Senior Data Engineer - Data Processing & Feature Engineering
Location: Coimbatore
Experience Level: 6+ years
About the Role
We are seeking exceptional Senior Data Engineers to build the data foundation powering Velogent AI's autonomous agents. You will design and implement large-scale data ingestion, processing, and feature engineering systems that transform unstructured enterprise data (invoices, documents, transactions, RFQs) into structured, high-quality datasets. Your work enables agentic AI systems to make accurate, compliance-aware decisions while maintaining data quality, lineage, and auditability standards required by regulated industries.
Core Responsibilities
- Design and architect end-to-end data pipelines processing large volumes of unstructured enterprise data (documents, PDFs, transaction records, email, etc.)

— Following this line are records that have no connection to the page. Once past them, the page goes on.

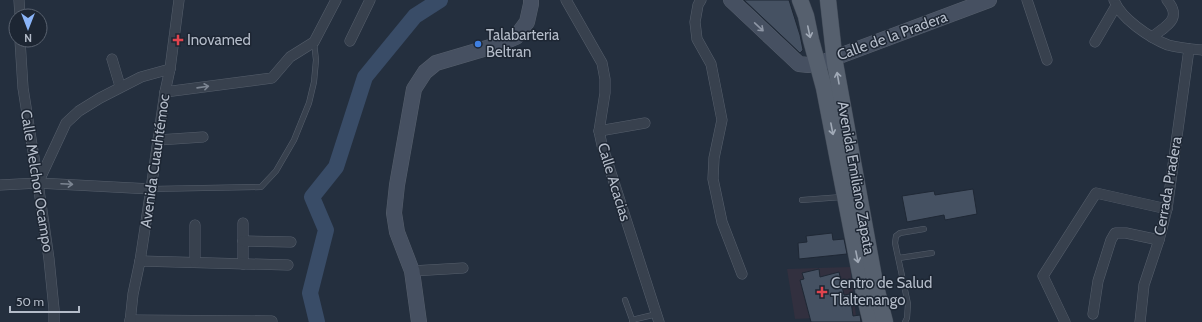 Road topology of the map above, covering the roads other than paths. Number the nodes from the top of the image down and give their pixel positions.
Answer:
1 (179, 0) edge
2 (336, 0) edge
3 (370, 0) edge
4 (531, 0) edge
5 (566, 0) edge
6 (701, 0) edge
7 (731, 0) edge
8 (800, 0) edge
9 (828, 0) edge
10 (989, 0) edge
11 (1026, 0) edge
12 (1167, 0) edge
13 (1115, 3) edge
14 (1152, 37) junction
15 (350, 41) dead end
16 (314, 42) junction
17 (1095, 42) dead end
18 (20, 48) edge
19 (1189, 49) junction
20 (1202, 50) edge
21 (834, 58) junction
22 (112, 59) dead end
23 (1047, 60) dead end
24 (818, 64) junction
25 (170, 69) junction
26 (120, 86) junction
27 (165, 92) junction
28 (645, 123) dead end
29 (599, 131) junction
30 (203, 137) dead end
31 (158, 140) junction
32 (38, 183) junction
33 (0, 185) edge
34 (152, 189) junction
35 (845, 196) junction
36 (802, 200) dead end
37 (1167, 209) junction
38 (243, 223) dead end
39 (195, 225) dead end
40 (924, 229) dead end
41 (1159, 240) junction
42 (243, 241) junction
43 (291, 242) dead end
44 (932, 253) dead end
45 (898, 258) junction
46 (140, 261) junction
47 (195, 262) junction
48 (243, 264) junction
49 (288, 265) dead end
50 (463, 268) dead end
51 (412, 271) junction
52 (742, 274) dead end
53 (626, 300) dead end
54 (1093, 314) dead end
55 (658, 318) edge
56 (130, 321) edge
57 (632, 321) edge
58 (54, 322) edge
59 (272, 322) edge
60 (419, 322) edge
61 (871, 322) edge
62 (885, 322) edge
63 (905, 322) edge
64 (1065, 322) edge
65 (1140, 322) edge

1 - 25 street, Avenida Cuauhtémoc
2 - 16 street
3 - 15 street
4 - 51 street
5 - 29 street, Calle Acacias
6 - 52 street
7 -> 24 street
8 -> 24 main road, Avenida Emiliano Zapata
9 - 21 main road, Avenida Emiliano Zapata
10 - 21 street, Calle de la Pradera
11 - 23 street
12 - 14 street
13 - 14 street
13 - 17 street
14 - 19 street
27 -> 16 street
16 - 34 lane
18 - 32 street, Calle Melchor Ocampo
19 - 20 street
19 - 37 street, Cerrada Pradera
21 - 24 street, Calle de la Pradera
62 -> 21 main road, Avenida Emiliano Zapata
22 - 26 street
24 -> 35 main road, Avenida Emiliano Zapata
25 - 26 street
25 - 27 street, Avenida Cuauhtémoc
26 - 32 street
27 - 31 street, Avenida Cuauhtémoc
28 - 29 street
29 - 55 street, Calle Acacias
30 - 31 street
31 - 34 street, Avenida Cuauhtémoc
32 - 33 street
32 -> 34 street
32 - 58 street, Calle Melchor Ocampo
34 - 46 street, Avenida Cuauhtémoc
35 - 36 lane
35 -> 61 main road, Avenida Emiliano Zapata
37 - 41 street, Cerrada Pradera
37 - 64 street
38 - 42 street
39 - 47 street
40 - 45 lane
41 - 54 street
41 - 65 street, Cerrada Pradera
42 - 43 street
42 - 48 street
44 - 45 lane
45 - 63 lane
46 - 47 street
46 - 56 street, Avenida Cuauhtémoc
47 - 48 street
48 - 49 street
50 - 51 street
51 - 60 street
53 - 57 lane
55 - 57 lane
56 - 59 street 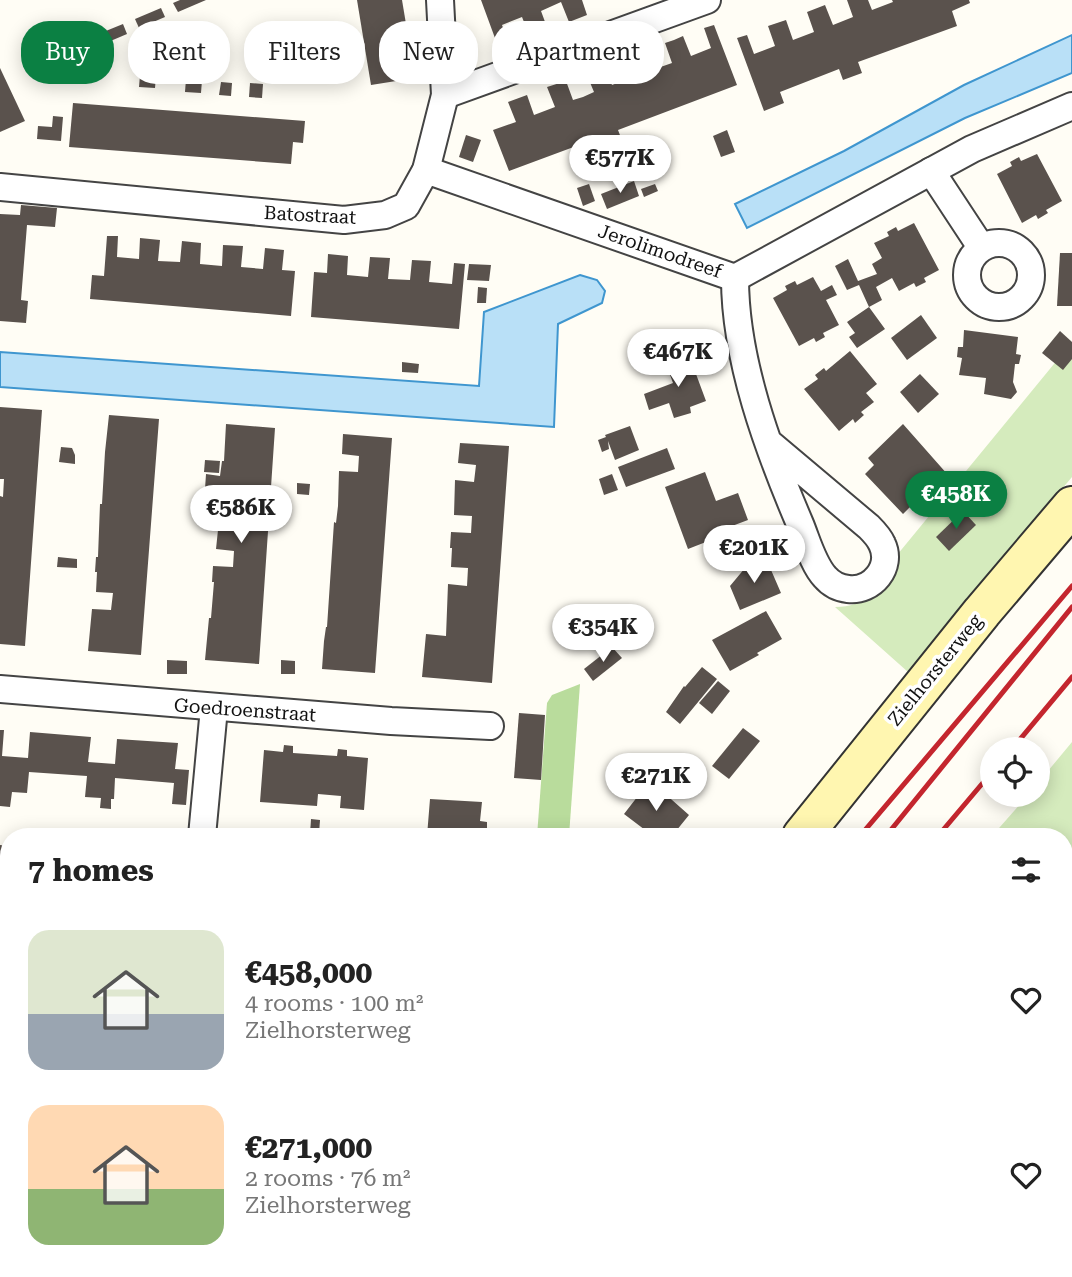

- Build sophisticated data ingestion frameworks supporting multiple data sources and formats with automated validation and quality checks
- Implement large-scale data processing solutions using distributed computing frameworks handling terabytes of data efficiently
- Develop advanced feature engineering pipelines extracting meaningful signals from unstructured data (document classification, entity extraction, semantic tagging)
- Design data warehousing architecture supporting both operational (near real-time) and analytical queries for agentic AI reasoning
- Build robust data quality frameworks ensuring high data accuracy critical for agent decision-making and regulatory compliance
- Implement data governance patterns including lineage tracking, metadata management, and audit trails for regulated environments
- Optimize data pipeline performance, reliability, and cost through intelligent partitioning, caching, and resource optimization
- Lead data security implementation protecting sensitive information (PII, financial data, healthcare records) with encryption and access controls
- Collaborate with AI engineers to understand data requirements and optimize data for model training and inference
- Establish best practices for data documentation, SLA management, and operational excellence
Must-Have Qualifications
- Unstructured Data Expertise: Production experience ingesting and processing large volumes of unstructured data (documents, PDFs, images, text, logs)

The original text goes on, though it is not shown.